With all the incredible concessions hectored from the warrior negotiators of President Macapagal-Arroyo by the MILF, it is no wonder that it is now arrogantly calling the shoddy pact a “done deal.” Despite the revolted objections of the rest of our people now reduced by the “treaty” to the status of the “Second Nation,” including many citizens in the disjoined areas who were not even consulted and are now vigorously protesting their separation from the Republic of the Philippines, the MILF and their allies from Malaysia are insolently but ignorantly celebrating their empty victory.
This shameful agreement reminds me of the best-forgotten Munich pact of 1938 that was one of the tragic incidents that ultimately led to the outbreak of World War II. In that year, Prime Minister Neville Chamberlain of Great Britain took his first-ever airplane ride to meet with Adolf Hitler who was already blustering with his scheme of world conquest by his formidable juggernaut. The arrogant dictator easily bullied the timid statesman into agreeing to the invasion of Czechoslovakia by the German Army and its occupation of the Sudetenland. Chamberlain was hailed on his return to London for arguably manipulating what he euphemistically called “peace in our time.”
The negotiators for the Republic of the Philippines gave their craven consent to the dismemberment of our country in the interest of what the subsequently dislodged prime minister had claimed as a diplomatic coup. Actually, it was an abject surrender, which is what the RP representatives did when they signed the agreement brokered by Malaysia in favor of the MILF. Significantly, President Arroyo has not seen fit to chastise her chosen agents and must therefore be presumed to approve their cowardice, which deserves the enraged scorn and denunciation of all patriotic Filipinos.
The validity of the Bangsamoro “treaty” is now before the highest tribunal, which I hope will not dismiss the case on a technicality like the Cruz case in 2000. The constitutional issues raised in that and the present case are too important to be left hanging in the air because of judicial irresolution. As the Supreme Court held in the Emergency Powers Cases, 92 Phil. 603, “The transcendental importance to the public of these cases demands that they be settled promptly and definitely, brushing aside, if we must, technicalities of procedure.”

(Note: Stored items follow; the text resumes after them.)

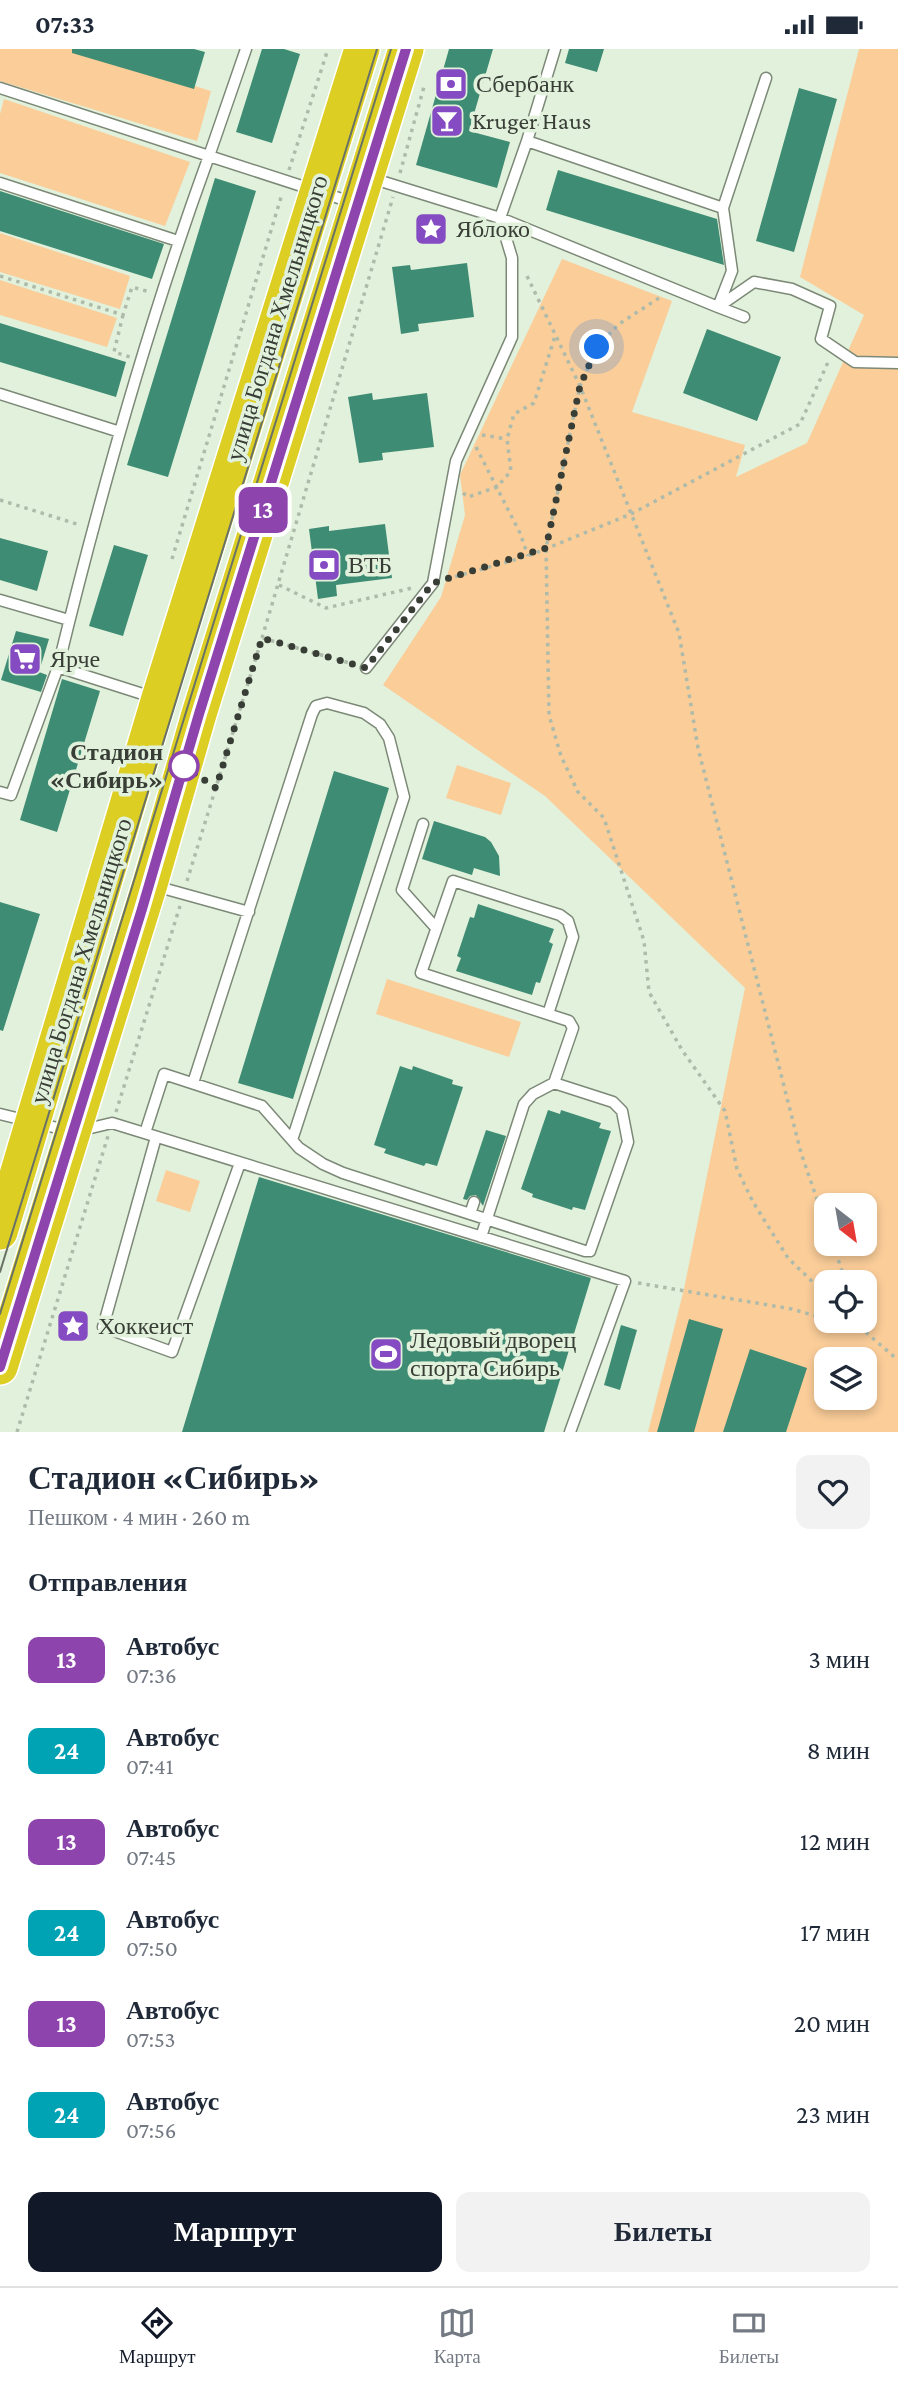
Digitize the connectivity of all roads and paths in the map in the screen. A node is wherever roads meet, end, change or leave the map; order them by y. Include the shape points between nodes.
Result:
1 (246, 49) edge
2 (555, 49) edge
3 (358, 52) edge
4 (417, 62) edge
5 (765, 78) dead end
6 (0, 88) edge
7 (527, 141) junction
8 (209, 156) junction
9 (0, 183) edge
10 (374, 189) junction
11 (317, 191) junction
12 (723, 208) junction
13 (500, 218) junction
14 (178, 241) junction
15 (512, 258) junction
16 (0, 276) edge
17 (673, 289) junction
18 (162, 295) junction
19 (718, 307) junction
20 (123, 315) junction
21 (744, 317) dead end
22 (556, 334) junction
23 (835, 348) junction
24 (141, 362) junction
25 (898, 363) edge
26 (580, 386) junction
27 (0, 394) edge
28 (120, 432) junction
29 (469, 433) junction
30 (507, 439) junction
31 (452, 484) junction
32 (497, 487) junction
33 (0, 500) edge
34 (631, 513) junction
35 (92, 529) junction
36 (546, 548) junction
37 (528, 556) junction
38 (433, 583) junction
39 (279, 585) junction
40 (0, 600) edge
41 (69, 620) junction
42 (262, 638) junction
43 (58, 667) junction
44 (366, 668) joint
45 (159, 698) junction
46 (0, 792) edge
47 (423, 824) dead end
48 (150, 884) junction
49 (183, 894) junction
50 (248, 912) junction
51 (436, 928) junction
52 (548, 1014) junction
53 (193, 1083) junction
54 (554, 1083) junction
55 (16, 1118) edge
56 (112, 1123) junction
57 (74, 1132) junction
58 (145, 1133) junction
59 (156, 1137) junction
60 (292, 1140) junction
61 (240, 1163) junction
62 (815, 1193) edge
63 (474, 1202) dead end
64 (470, 1214) junction
65 (487, 1219) junction
66 (0, 1232) edge
67 (481, 1237) junction
68 (625, 1281) junction
69 (814, 1283) edge
70 (814, 1315) edge
71 (867, 1333) edge
72 (898, 1360) edge
73 (0, 1367) edge
74 (18, 1432) edge
75 (570, 1432) edge

1 - 8 lane
2 - 7 lane
3 - 11 highway, улица Богдана Хмельницкого
4 - 10 highway, улица Богдана Хмельницкого
4 - 10 path
5 - 12 lane
6 - 8 lane
7 - 12 lane
7 - 13 lane
8 - 11 lane
8 - 14 lane
9 - 14 lane
10 - 11 lane
10 - 13 lane
10 - 39 path
10 - 48 highway, улица Богдана Хмельницкого via 199,714
11 - 45 highway, улица Богдана Хмельницкого
12 - 19 lane via 732,271
13 - 15 lane
13 - 17 lane
14 - 18 lane
15 - 22 path via 525,272
15 - 29 lane via 512,337
16 - 20 path
17 - 19 lane
17 - 26 path via 619,324 597,347
18 - 20 path via 132,287
18 - 24 lane
19 - 21 lane
19 - 23 lane via 754,282 792,289 830,306 821,339
20 - 24 path via 114,352
22 - 26 path
22 - 30 path via 534,403 514,414
23 - 25 lane via 855,362
23 - 34 path via 800,424
24 - 28 lane
26 - 34 path
26 - 36 path
27 - 28 lane
28 - 35 lane
29 - 30 path
29 - 31 lane
29 - 32 path
30 - 32 path via 511,471
31 - 32 path via 468,497
31 - 38 lane
32 - 37 path
33 - 35 path
34 - 36 path
34 - 62 path via 679,633 698,748
35 - 41 lane
36 - 37 path
36 - 69 path via 549,715 561,757 578,792 604,818 644,941 649,992 725,1111 737,1169 753,1202 788,1258
37 - 38 path
38 - 39 path via 326,608
38 - 44 lane
39 - 42 path
40 - 41 lane
41 - 43 lane
42 - 44 path
42 - 49 path
43 - 45 lane
43 - 46 lane via 11,795
45 - 55 highway, улица Богдана Хмельницкого
47 - 51 lane via 423,838 402,890
48 - 49 lane
48 - 57 highway, улица Богдана Хмельницкого
49 - 50 lane
49 - 56 path
50 - 53 lane
50 - 60 lane via 316,706 327,703 364,713 380,724 388,738 404,797
51 - 52 lane via 421,973
51 - 52 lane via 450,884 456,881 565,917 573,937
52 - 54 lane via 569,1021 573,1028
53 - 58 lane via 164,1074
53 - 60 lane via 262,1106
54 - 65 lane via 524,1104
54 - 65 lane via 613,1103 622,1111 628,1142 594,1246 585,1251
55 - 57 lane
55 - 66 highway, улица Богдана Хмельницкого
56 - 57 lane
56 - 58 lane
56 - 74 path
57 - 73 highway, улица Богдана Хмельницкого
58 - 59 lane
59 - 61 lane
59 - 61 lane via 103,1327 172,1352
60 - 64 lane via 323,1164 344,1173
61 - 67 lane
63 - 64 lane
64 - 65 lane
65 - 67 lane
67 - 68 lane
68 - 70 path
68 - 75 lane
71 - 72 path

Whether or not Puno will revise his earlier opinion in the Cruz case remains to be seen. If he does not, his new position may exert much pressure on the present members of the Supreme Court, let alone the fact that most of them have been appointed by President Arroyo to whom they owe a great deal of gratitude. All these speculations will depend on the intellectual honesty and moral fortitude of Chief Justice Puno and his associate justices when they deliberate on this landmark case.